Collected data entries
★ ★ ★ ★ ★ ★ ★

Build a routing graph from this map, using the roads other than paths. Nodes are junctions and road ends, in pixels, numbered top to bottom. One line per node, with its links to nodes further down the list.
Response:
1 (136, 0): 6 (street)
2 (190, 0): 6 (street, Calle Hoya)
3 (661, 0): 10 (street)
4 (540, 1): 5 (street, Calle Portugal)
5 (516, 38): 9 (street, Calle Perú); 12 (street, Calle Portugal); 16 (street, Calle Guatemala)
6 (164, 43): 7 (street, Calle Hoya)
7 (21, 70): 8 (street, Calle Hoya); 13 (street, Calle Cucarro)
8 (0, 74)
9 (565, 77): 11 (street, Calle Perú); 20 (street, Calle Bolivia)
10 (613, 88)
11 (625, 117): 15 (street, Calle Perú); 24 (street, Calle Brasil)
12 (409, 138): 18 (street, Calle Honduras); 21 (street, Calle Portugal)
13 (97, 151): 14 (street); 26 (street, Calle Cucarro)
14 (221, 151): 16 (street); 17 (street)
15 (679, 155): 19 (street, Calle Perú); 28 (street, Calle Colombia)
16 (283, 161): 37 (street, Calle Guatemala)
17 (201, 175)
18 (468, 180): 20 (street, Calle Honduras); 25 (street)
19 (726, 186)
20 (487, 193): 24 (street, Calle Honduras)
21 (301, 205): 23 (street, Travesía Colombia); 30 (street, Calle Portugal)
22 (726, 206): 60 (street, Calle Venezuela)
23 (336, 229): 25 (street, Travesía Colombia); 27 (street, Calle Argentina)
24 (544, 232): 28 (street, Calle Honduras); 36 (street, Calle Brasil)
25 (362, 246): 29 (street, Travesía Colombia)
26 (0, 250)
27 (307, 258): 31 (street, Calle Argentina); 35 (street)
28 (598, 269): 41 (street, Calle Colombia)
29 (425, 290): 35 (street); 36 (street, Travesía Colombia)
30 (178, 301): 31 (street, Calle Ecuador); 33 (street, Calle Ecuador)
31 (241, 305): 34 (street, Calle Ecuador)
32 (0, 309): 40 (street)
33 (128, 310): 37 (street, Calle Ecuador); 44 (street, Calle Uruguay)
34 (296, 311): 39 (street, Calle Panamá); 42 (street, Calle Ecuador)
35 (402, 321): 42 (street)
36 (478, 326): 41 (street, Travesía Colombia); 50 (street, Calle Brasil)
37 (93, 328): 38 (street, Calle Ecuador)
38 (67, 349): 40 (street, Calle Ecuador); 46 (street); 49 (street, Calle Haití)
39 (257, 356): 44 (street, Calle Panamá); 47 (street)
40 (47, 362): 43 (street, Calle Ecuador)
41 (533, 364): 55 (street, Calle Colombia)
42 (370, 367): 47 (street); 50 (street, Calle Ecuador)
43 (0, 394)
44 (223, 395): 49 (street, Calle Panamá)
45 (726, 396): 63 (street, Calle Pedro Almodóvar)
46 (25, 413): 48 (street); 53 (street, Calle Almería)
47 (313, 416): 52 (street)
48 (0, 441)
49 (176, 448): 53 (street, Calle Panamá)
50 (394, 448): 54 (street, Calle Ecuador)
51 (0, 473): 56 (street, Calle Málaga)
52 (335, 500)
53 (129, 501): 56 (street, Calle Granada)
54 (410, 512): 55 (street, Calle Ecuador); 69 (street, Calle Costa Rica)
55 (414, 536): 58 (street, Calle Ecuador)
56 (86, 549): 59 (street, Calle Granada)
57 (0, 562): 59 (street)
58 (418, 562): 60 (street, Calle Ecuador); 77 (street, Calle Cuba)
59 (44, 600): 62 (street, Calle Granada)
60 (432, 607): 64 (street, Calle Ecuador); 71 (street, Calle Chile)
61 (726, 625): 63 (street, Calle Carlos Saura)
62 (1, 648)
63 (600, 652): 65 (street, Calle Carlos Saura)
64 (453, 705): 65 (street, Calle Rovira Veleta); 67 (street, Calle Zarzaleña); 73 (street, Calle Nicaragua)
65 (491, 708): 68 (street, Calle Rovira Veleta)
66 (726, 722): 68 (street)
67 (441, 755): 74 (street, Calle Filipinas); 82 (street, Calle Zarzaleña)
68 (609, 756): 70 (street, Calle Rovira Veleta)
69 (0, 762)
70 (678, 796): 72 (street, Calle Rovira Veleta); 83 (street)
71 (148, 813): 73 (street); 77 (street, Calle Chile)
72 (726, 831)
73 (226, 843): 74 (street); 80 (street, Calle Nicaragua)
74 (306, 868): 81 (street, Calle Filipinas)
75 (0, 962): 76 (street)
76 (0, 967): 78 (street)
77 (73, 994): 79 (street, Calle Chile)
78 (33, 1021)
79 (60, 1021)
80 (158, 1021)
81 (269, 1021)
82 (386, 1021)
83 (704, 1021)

★ ★ ★ ★ ★ ★ ★

# Assignment
Show the lines of the data that hold the word "Honduras".

# Answer box
12 (409, 138): 18 (street, Calle Honduras); 21 (street, Calle Portugal)
18 (468, 180): 20 (street, Calle Honduras); 25 (street)
20 (487, 193): 24 (street, Calle Honduras)
24 (544, 232): 28 (street, Calle Honduras); 36 (street, Calle Brasil)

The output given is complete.